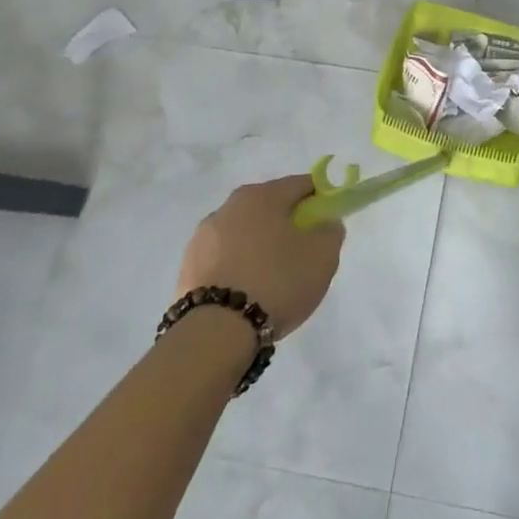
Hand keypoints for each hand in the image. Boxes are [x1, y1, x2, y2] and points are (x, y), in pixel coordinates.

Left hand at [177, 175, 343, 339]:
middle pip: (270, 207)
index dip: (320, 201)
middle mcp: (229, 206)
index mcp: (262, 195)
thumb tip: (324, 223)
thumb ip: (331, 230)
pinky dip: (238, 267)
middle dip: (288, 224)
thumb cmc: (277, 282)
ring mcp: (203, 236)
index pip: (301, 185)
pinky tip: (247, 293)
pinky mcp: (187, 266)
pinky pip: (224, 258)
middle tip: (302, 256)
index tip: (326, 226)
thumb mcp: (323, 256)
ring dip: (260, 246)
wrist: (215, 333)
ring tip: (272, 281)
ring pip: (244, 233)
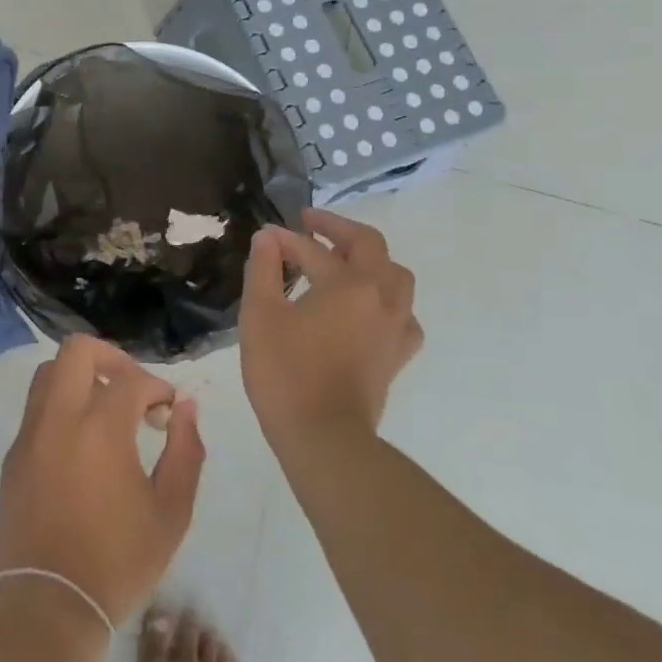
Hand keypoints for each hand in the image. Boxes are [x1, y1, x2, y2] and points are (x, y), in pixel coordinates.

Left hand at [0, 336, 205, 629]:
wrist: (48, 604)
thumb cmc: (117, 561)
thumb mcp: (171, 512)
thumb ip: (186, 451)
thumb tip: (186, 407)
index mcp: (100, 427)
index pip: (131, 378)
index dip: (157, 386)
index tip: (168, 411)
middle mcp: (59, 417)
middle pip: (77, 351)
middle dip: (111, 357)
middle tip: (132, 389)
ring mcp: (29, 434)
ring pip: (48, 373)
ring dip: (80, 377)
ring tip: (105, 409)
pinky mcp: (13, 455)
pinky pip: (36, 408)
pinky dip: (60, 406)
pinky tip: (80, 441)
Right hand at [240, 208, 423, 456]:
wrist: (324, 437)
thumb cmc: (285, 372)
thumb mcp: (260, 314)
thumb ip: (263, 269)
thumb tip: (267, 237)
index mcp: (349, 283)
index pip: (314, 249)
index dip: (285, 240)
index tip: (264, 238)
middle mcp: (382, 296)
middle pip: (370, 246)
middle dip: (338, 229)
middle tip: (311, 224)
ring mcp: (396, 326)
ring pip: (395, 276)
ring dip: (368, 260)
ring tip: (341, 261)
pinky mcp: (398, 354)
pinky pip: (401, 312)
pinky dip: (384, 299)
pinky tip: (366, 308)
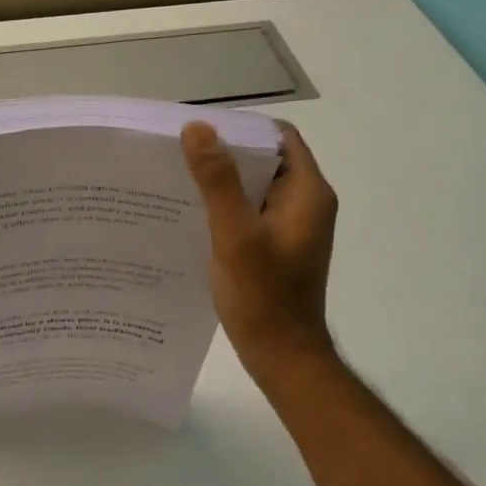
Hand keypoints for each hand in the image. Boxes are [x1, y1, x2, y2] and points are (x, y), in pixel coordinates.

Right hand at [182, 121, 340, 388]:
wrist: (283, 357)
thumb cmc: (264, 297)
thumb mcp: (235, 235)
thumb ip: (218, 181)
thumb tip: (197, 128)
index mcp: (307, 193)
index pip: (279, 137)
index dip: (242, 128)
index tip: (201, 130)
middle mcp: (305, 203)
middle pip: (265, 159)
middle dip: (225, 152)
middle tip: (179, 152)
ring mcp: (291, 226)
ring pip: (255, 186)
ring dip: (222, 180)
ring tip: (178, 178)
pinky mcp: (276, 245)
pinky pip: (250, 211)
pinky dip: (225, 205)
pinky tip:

______________________________

■ Work instructions
Exactly the lines running from the one with "wrist: (324, 437)" through the end of the listing above must be output, both ends included. No pictures belong in the output.

■ Exercise output
wrist: (324, 437)
thumb cmc: (285, 372)
thumb mcp: (260, 314)
thumb ip: (263, 269)
thumb tip: (267, 237)
index mcp: (349, 283)
index pip: (314, 249)
index dip: (285, 240)
index tip: (264, 238)
middle mcp: (382, 296)
middle pip: (370, 246)
middle dip: (338, 229)
middle tip: (311, 224)
ring mcp: (396, 326)
ring pip: (395, 276)
ring dip: (368, 260)
ring tip: (341, 261)
pinky mcp: (398, 354)
pinky pip: (401, 312)
pinky dip: (384, 299)
pinky tip: (366, 308)
Hand keypoints for each hand in the image. Boxes are [x1, y1, x2, y2] and points are (x, y), in pixel coordinates.

Right hand at [182, 121, 340, 388]:
wrist: (283, 357)
thumb cmc: (264, 297)
thumb mcp: (235, 235)
thumb ip: (218, 181)
thumb tip: (197, 128)
index mcp: (307, 193)
index pip: (279, 137)
index dip: (242, 128)
index tip: (201, 130)
middle mcp: (305, 203)
middle pip: (265, 159)
middle dip: (225, 152)
middle tip: (179, 152)
ring mcp: (291, 226)
ring pip: (255, 186)
ring dip: (222, 180)
ring tip: (178, 178)
pinky mcp: (276, 245)
pinky pip: (250, 211)
pinky dip: (225, 205)
pinky tip:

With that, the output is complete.